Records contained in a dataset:
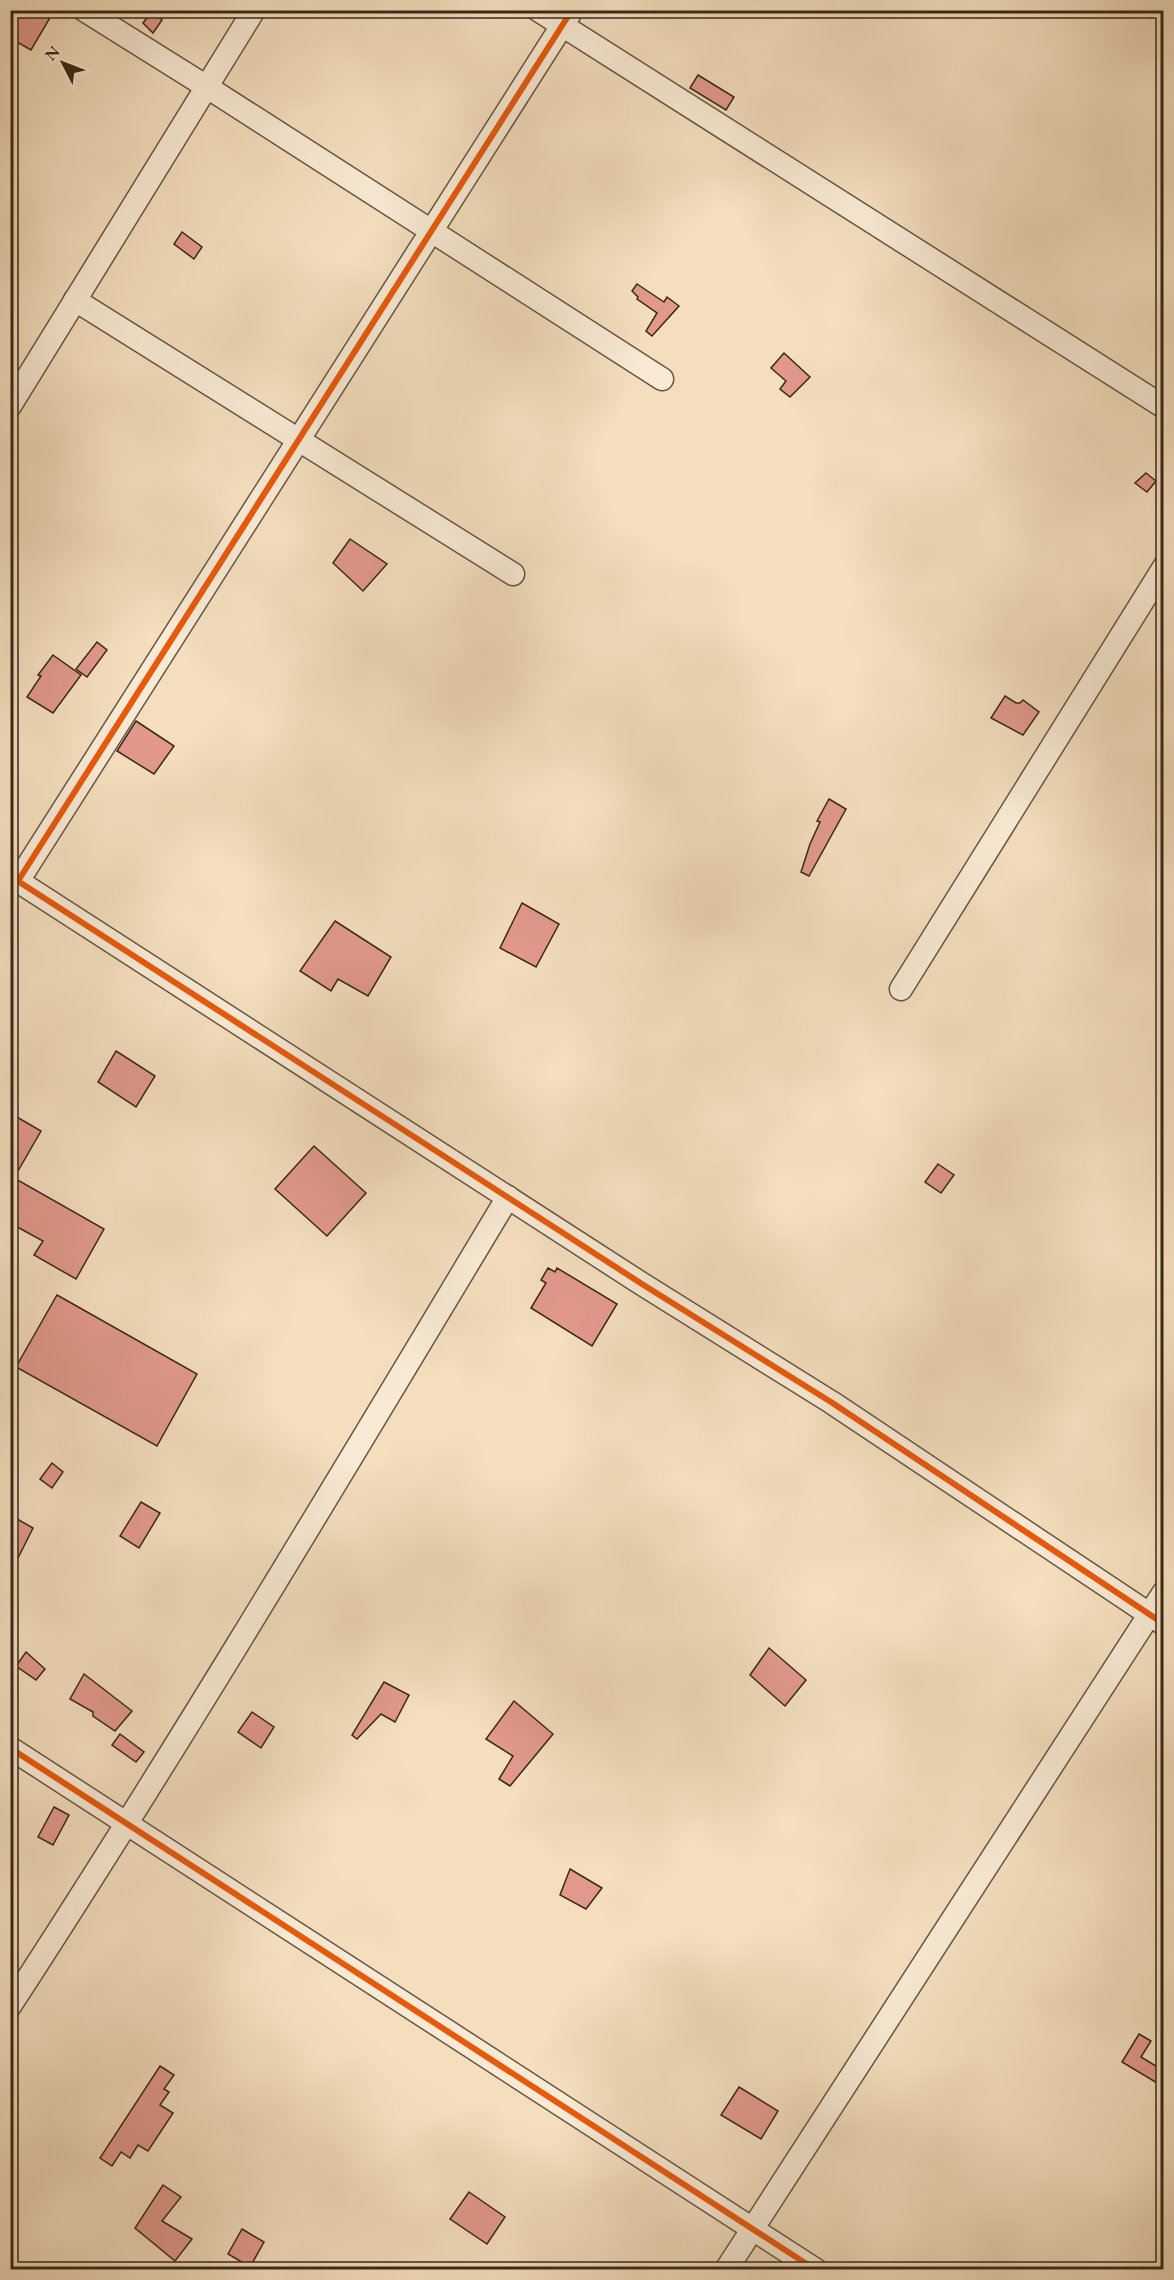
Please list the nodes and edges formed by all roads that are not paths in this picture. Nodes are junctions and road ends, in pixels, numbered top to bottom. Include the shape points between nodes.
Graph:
1 (84, 10) edge
2 (254, 10) edge
3 (538, 10) edge
4 (567, 18) edge
5 (207, 87) junction
6 (432, 231) junction
7 (75, 300) junction
8 (662, 379) dead end
9 (10, 406) edge
10 (1164, 407) edge
11 (298, 441) junction
12 (1164, 567) edge
13 (513, 574) dead end
14 (14, 878) edge
15 (902, 989) dead end
16 (508, 1197) junction
17 (1164, 1592) edge
18 (1156, 1619) edge
19 (10, 1748) edge
20 (127, 1823) junction
21 (10, 2006) edge
22 (754, 2227) junction
23 (726, 2270) edge
24 (816, 2270) edge

1 - 5 street
2 - 5 street
3 - 4 street
4 - 6 street
4 - 10 street
5 - 6 street
5 - 7 street
6 - 8 street
6 - 11 street
7 - 9 street
7 - 11 street
11 - 13 street
11 - 14 street
12 - 15 street
14 - 16 street
16 - 18 street via 831,1401
16 - 20 street
17 - 18 street
18 - 22 street
19 - 20 street
20 - 21 street
20 - 22 street
22 - 23 street
22 - 24 street

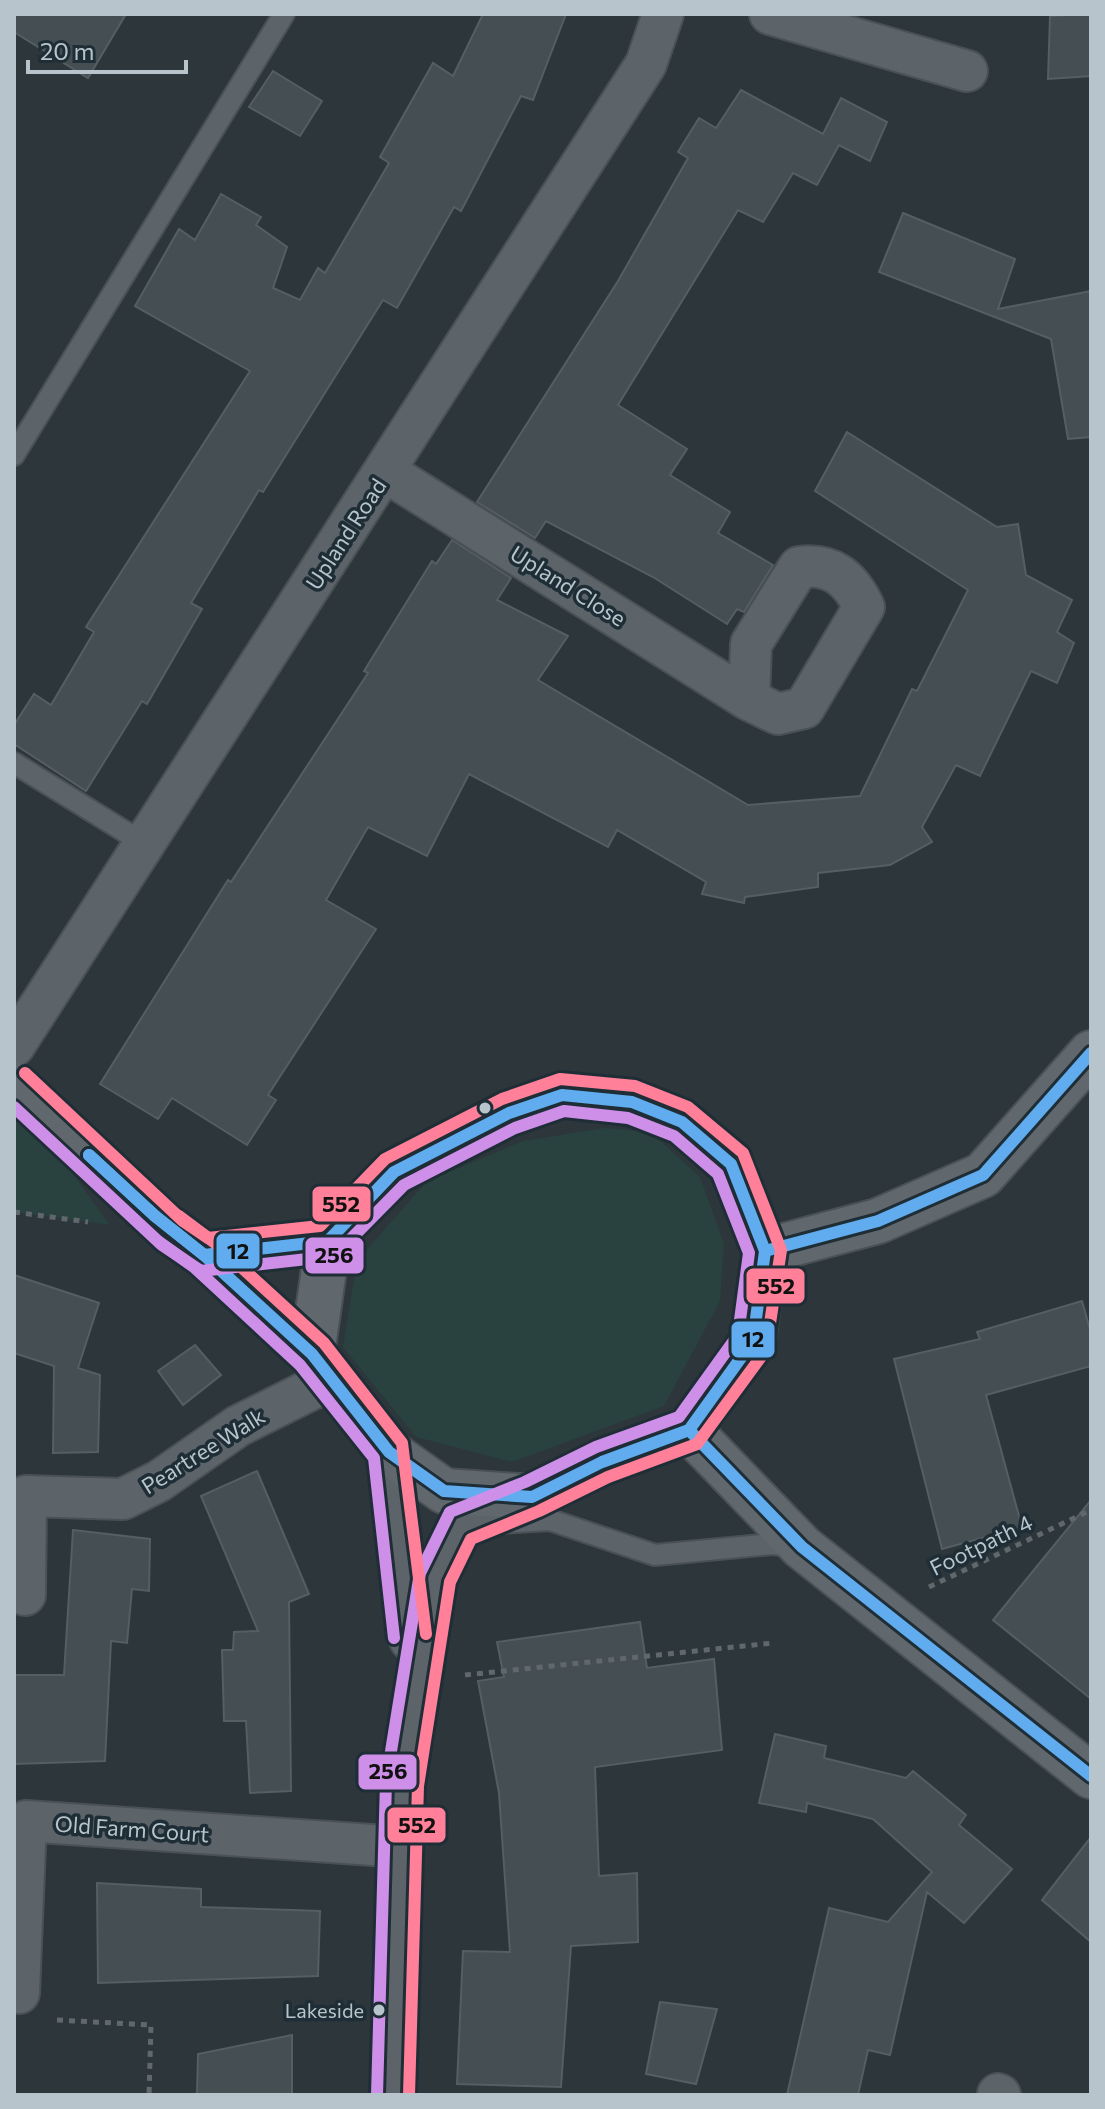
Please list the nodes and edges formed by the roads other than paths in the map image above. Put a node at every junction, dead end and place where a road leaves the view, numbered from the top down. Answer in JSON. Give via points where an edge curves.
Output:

■ TASK GOAL: Return every line from the one holding "Please list the nodes and edges formed by the" through the end of the data, exactly as it appears, with both ends kept and nothing else.

■ RESULT FOR THIS EXERCISE:
Please list the nodes and edges formed by the roads other than paths in the map image above. Put a node at every junction, dead end and place where a road leaves the view, numbered from the top down. Answer in JSON. Give via points where an edge curves.
Output:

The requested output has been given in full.